It has taken a year for Brit Biker, Tigger, Teacher Ma'am and Niggle and us to get together. Much has happened in that time, and the catch up was full of news and progress. We face changes and continue to move forward. Brit Biker had prepared a good lamb rack for dinner, and the wines flowed around it.
For starters, a wine from the Czech Republic, from the Suche region, a 2009 Michlovsky Palava Sauvignon Pozdni Sber. As far as I can tell, Milos Miklovsky bottles wine showing terroir, this from the Palava area, a 'late harvest' wine coming in at 13.5%. It wasn't Sauvignon as we know it, but very delicate and faint in varietal character, but it had vinosity and balanced freshness. The perfect aperitif, actually, and it surprised us all. Then onto a 2009 Spade Oak Viognier, sealed with a 'Vino-lok'. Rich, dense, still firm. But very varietal and exotic, with a bit of oak showing too. This is going to develop pretty well.

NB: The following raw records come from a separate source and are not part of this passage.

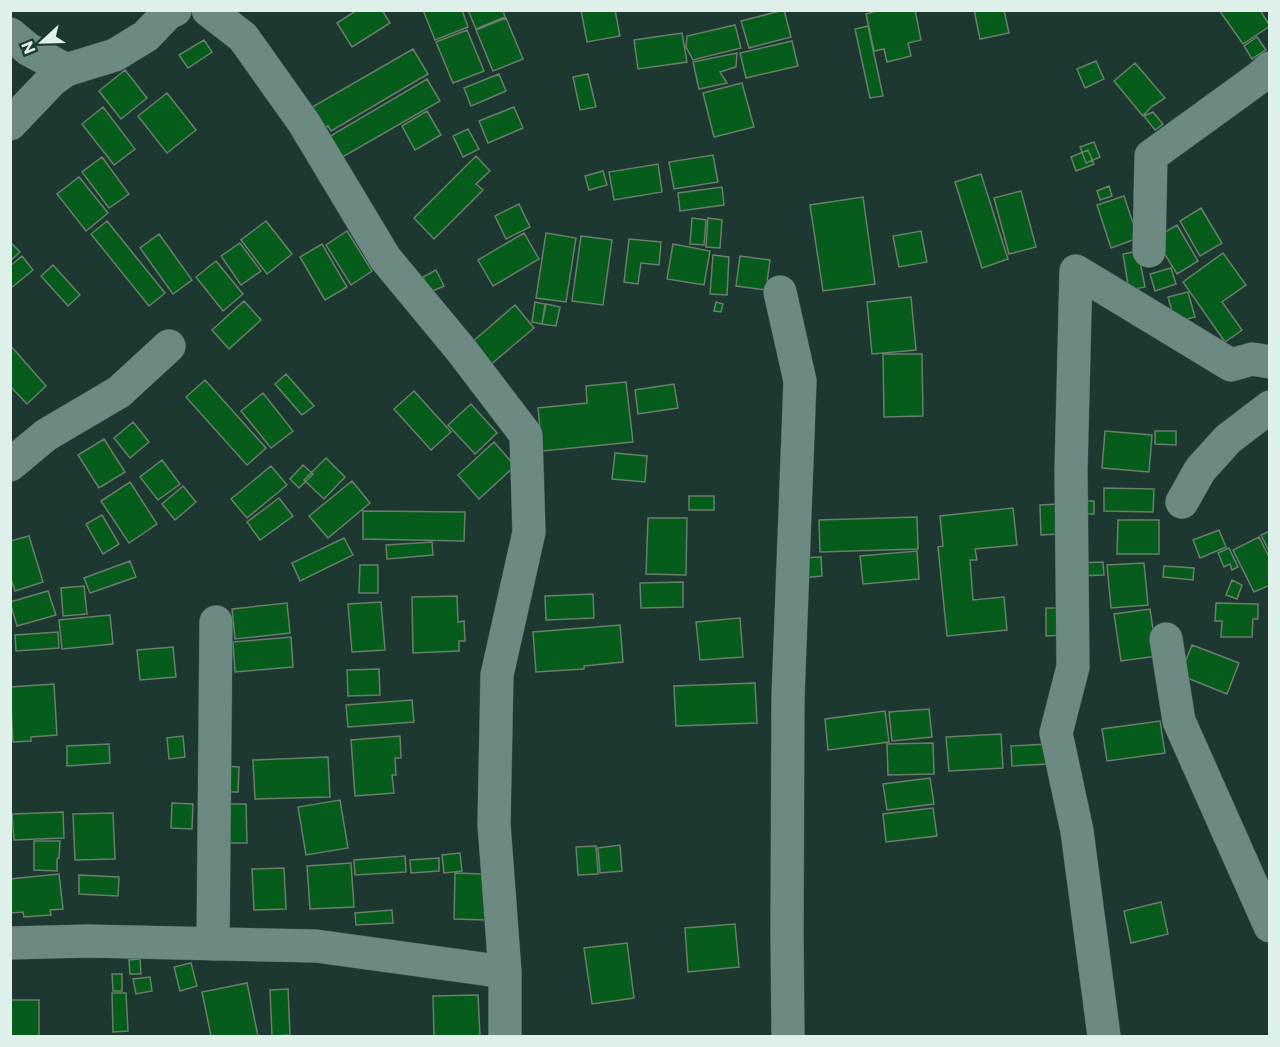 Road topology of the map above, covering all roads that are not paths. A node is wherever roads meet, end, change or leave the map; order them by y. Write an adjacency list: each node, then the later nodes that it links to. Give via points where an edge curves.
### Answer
1 (208, 10): 19 (street, via 243,37 304,123 385,258 526,435 529,531 497,675 494,824)
2 (171, 11): 5 (street, via 146,36 115,55)
3 (10, 34): 5 (street, via 27,49)
4 (1269, 68): 7 (street, via 1150,156)
5 (66, 70): 6 (street)
6 (10, 124)
7 (1149, 251)
8 (780, 292): 21 (street, via 800,381 788,697)
9 (170, 346): 12 (street, via 119,392 46,435)
10 (1269, 362): 22 (street, via 1252,359 1231,365 1076,271 1071,471 1073,667 1056,733 1077,831)
11 (1269, 407): 13 (street, via 1228,439 1200,470)
12 (10, 465)
13 (1182, 502)
14 (216, 622): 18 (street)
15 (1166, 639): 16 (street, via 1179,721)
16 (1269, 926)
17 (10, 943): 18 (street)
18 (213, 944): 19 (street, via 316,946)
19 (505, 972): 20 (street)
20 (505, 1036)
21 (788, 1036)
22 (1104, 1036)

Then the lamb was served. Judged to perfection, even pink inside. Moist and succulent with subtle, but distinctive flavour. Normally you'd think Bordeaux varietal, but no, it was a 2006 Montille Volnay 1er 'Carelle la Chapelle'. Elegant, but so clear-cut, with intensity and a core, yet so gentle. It got together with the lamb amazingly. The best 2006s from the Cote de Beaune can be superb. This was followed by a 2004 E&E 'Black Pepper' Barossa Sparkling Shiraz. Saturated purple red in colour, the nose was dumb and brooding. But rich, sweet and juicy on the palate, the ripe spicy fruit enriched by the residual sugar, but then kept in check by the growing feel of tannin grip. Strangely in balance, and quite sumptuous.
The cheese board came out. Very ripe double brie was the centre piece, with a cheve emerging as a beauty too. Two old Kiwis from a high yield year. The 1986 Coopers Creek Cabernet/Merlot was still dark and dense, robust and solid, with acid and greenness, but still full of vitality, without the spoilage I had seen before. It was hard to drink, but it was surprisingly alive after 25 years. Workable with the cheeses. The 1986 Stonyridge 'Larose' was uber-mellow and faded. There was nothing left of its personality and vinosity. Very smooth, sufficiently ripe, hints of berry fruit, just disappearing to nothingness, as we looked and sipped.
A sweet treat to finish was the 2009 Clearview 'Sea Red'. A sort of ruby port-lookalike. Fruity and sweet, but quite elegant. Sometimes this label has awkward bits hanging out of it, but this vintage was very much getting together, becoming a lovely mellow finish. It helped to make our getting together a success.